_ASSIGNED TASK:_
Where a line in the listing contains the string "Wascana", copy that line out.

***

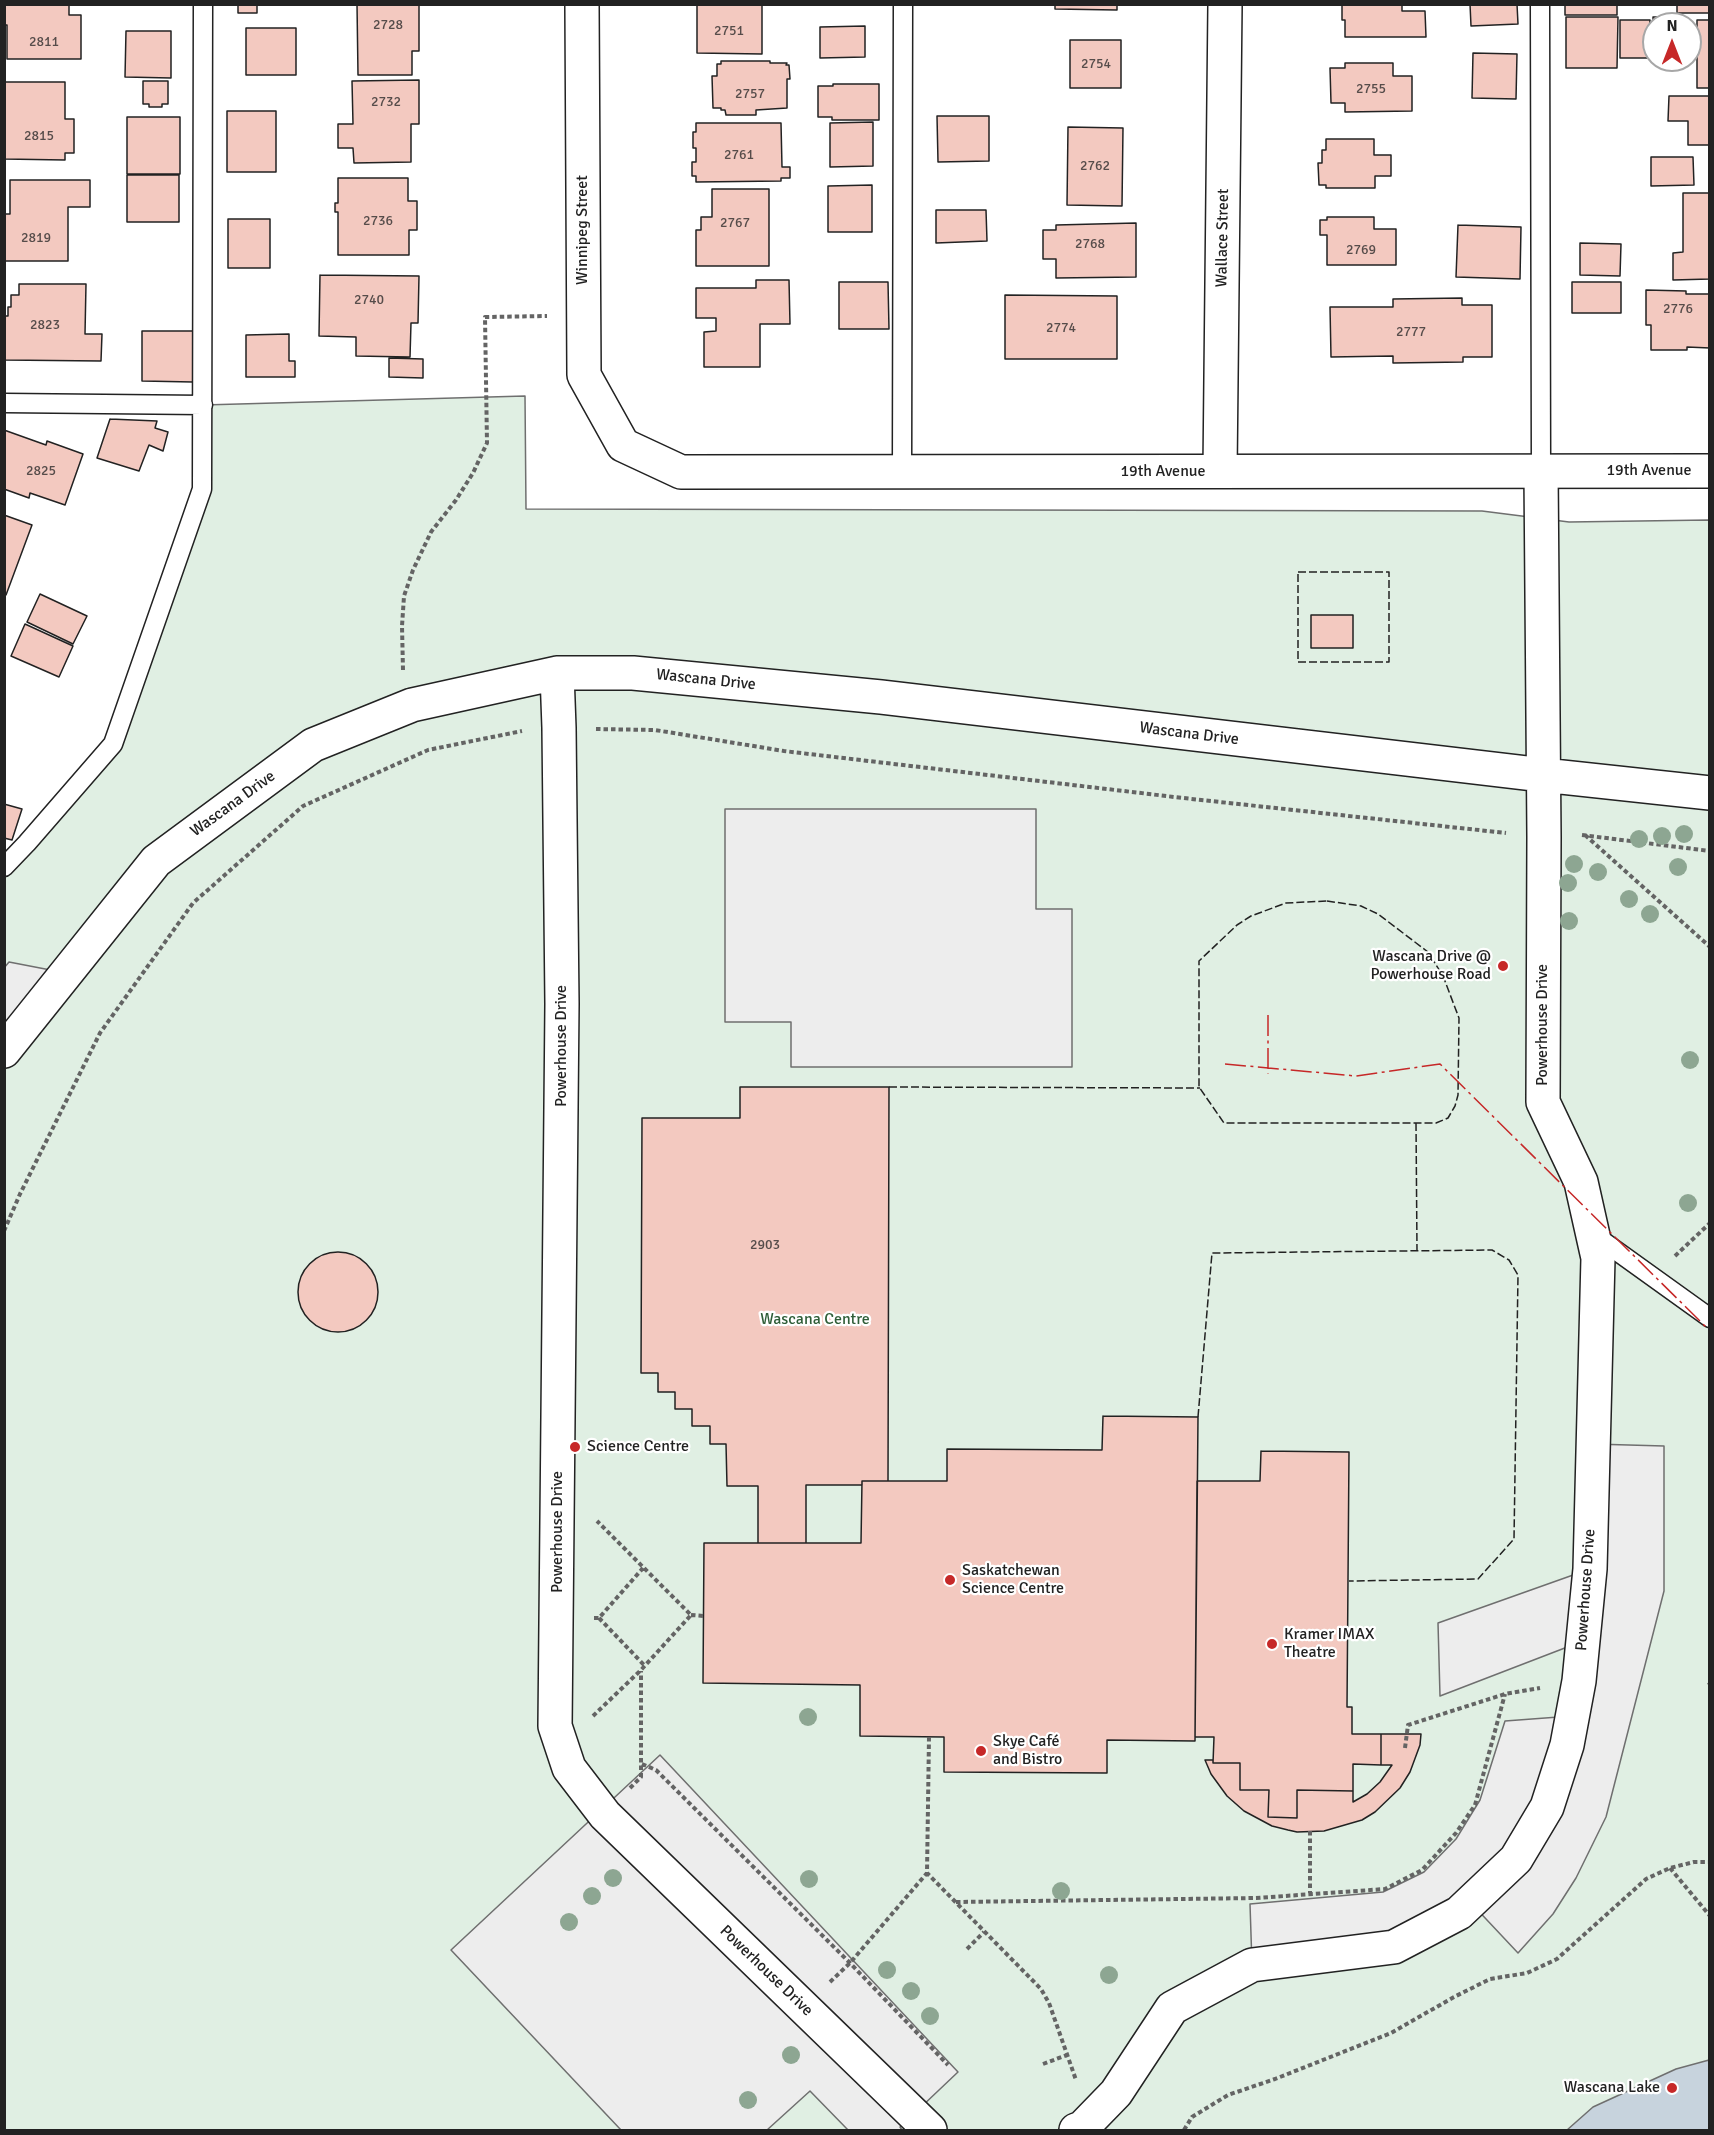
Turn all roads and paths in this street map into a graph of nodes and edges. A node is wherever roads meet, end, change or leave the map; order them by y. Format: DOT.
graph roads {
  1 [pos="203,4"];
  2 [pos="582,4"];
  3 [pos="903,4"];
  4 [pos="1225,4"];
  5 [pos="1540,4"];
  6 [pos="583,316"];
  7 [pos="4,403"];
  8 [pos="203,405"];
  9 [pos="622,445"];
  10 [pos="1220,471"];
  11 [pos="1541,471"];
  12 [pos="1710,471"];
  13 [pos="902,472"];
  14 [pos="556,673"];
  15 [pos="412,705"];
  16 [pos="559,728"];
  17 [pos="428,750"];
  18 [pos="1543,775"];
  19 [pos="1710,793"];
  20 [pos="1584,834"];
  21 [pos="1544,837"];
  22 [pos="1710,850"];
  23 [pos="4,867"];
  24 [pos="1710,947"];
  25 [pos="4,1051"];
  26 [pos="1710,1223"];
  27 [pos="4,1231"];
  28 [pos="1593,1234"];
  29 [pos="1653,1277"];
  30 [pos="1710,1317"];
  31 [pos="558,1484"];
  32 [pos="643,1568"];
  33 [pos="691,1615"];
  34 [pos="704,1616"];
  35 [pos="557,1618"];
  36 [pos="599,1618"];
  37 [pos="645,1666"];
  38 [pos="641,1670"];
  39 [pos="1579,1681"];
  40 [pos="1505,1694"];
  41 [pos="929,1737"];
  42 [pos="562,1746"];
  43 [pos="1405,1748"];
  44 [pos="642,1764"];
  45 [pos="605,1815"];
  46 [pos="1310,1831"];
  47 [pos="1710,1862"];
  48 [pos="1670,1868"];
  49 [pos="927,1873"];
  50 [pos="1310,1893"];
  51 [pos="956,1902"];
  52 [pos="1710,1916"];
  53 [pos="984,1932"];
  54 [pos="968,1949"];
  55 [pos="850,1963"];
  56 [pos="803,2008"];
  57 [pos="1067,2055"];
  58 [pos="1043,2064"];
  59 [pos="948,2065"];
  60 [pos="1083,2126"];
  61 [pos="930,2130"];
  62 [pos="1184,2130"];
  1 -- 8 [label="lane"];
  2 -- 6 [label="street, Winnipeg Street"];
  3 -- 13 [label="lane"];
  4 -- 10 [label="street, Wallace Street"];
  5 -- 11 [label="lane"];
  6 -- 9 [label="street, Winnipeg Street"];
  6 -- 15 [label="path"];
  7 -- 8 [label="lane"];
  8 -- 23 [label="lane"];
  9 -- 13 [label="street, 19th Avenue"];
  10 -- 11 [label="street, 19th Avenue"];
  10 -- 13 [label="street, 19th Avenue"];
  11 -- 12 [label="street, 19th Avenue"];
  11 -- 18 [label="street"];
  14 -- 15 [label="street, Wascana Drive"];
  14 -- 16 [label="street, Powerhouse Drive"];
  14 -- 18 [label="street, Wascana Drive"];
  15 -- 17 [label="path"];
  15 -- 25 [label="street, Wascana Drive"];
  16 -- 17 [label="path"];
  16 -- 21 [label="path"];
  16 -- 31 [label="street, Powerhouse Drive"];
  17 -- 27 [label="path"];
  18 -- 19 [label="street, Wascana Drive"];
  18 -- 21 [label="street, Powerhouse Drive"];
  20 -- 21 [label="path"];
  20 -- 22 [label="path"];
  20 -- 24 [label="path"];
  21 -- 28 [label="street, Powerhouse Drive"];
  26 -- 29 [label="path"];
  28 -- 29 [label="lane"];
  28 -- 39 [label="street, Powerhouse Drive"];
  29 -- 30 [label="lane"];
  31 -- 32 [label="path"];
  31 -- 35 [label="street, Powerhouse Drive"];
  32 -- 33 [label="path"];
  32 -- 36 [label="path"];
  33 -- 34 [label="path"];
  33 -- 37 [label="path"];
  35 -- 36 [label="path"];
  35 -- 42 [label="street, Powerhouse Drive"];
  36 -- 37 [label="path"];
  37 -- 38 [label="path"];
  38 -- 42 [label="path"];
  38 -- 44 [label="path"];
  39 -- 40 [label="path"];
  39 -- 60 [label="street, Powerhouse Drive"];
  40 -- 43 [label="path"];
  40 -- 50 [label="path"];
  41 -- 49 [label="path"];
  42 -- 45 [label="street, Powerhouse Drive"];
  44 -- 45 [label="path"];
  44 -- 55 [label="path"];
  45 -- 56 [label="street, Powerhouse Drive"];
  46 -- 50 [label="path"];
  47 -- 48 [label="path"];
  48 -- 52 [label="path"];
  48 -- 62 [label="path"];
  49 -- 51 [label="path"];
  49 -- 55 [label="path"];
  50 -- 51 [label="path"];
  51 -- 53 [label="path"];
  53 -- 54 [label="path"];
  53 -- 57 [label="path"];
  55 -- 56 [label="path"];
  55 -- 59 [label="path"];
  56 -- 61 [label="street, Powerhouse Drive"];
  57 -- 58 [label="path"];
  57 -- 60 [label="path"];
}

***

_ANSWER BOX:_
  14 -- 15 [label="street, Wascana Drive"];
  14 -- 18 [label="street, Wascana Drive"];
  15 -- 25 [label="street, Wascana Drive"];
  18 -- 19 [label="street, Wascana Drive"];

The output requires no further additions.